Provided material:
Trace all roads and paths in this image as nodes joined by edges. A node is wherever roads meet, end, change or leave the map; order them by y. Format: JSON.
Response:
==
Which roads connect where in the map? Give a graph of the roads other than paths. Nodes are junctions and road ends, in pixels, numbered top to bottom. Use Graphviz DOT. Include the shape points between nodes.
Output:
...
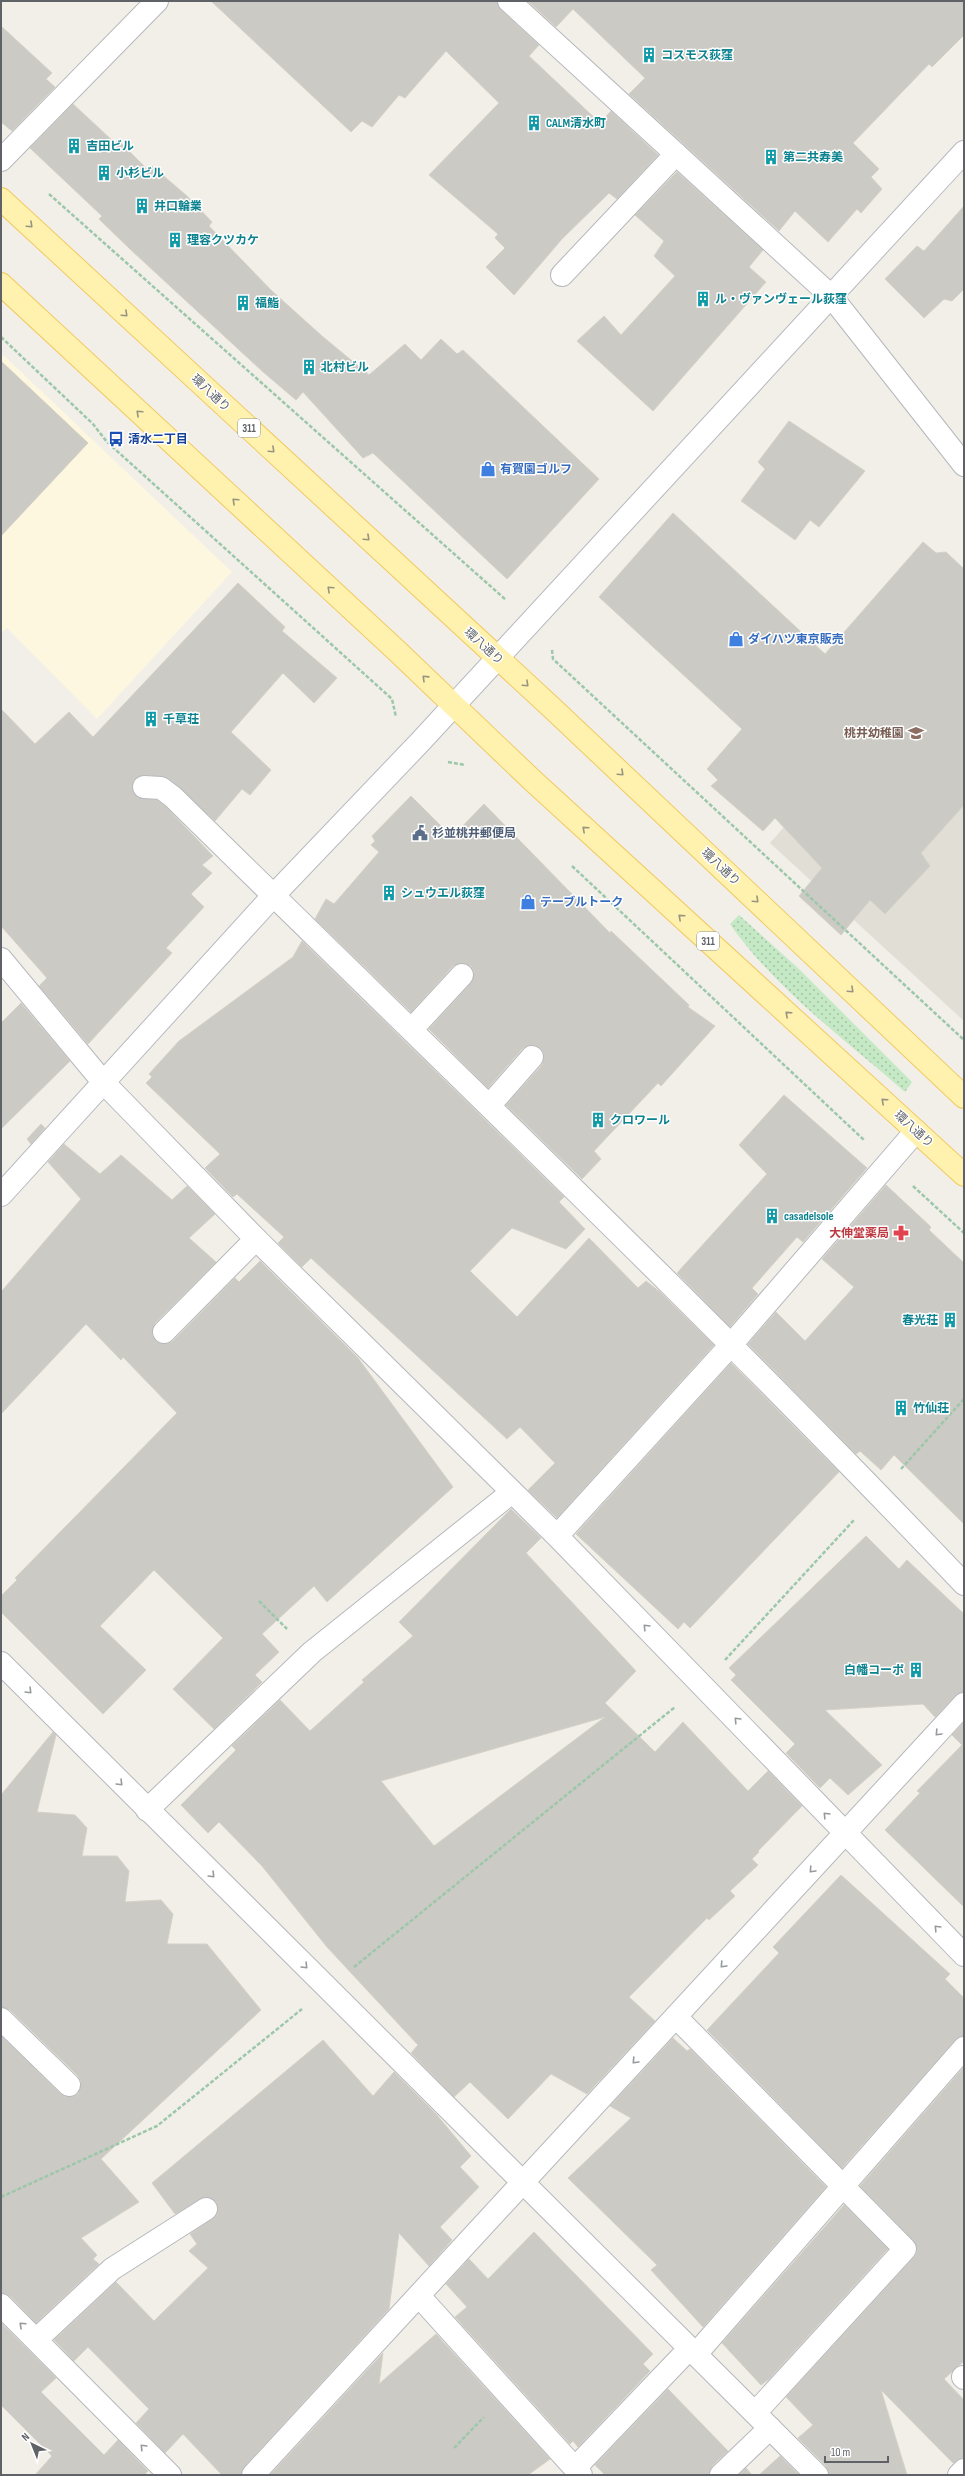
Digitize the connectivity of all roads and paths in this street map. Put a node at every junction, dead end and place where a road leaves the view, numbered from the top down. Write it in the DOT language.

Exercise:
In the records above, how many lines contain the word "this"? Give the number alone.

Exercise solution:
2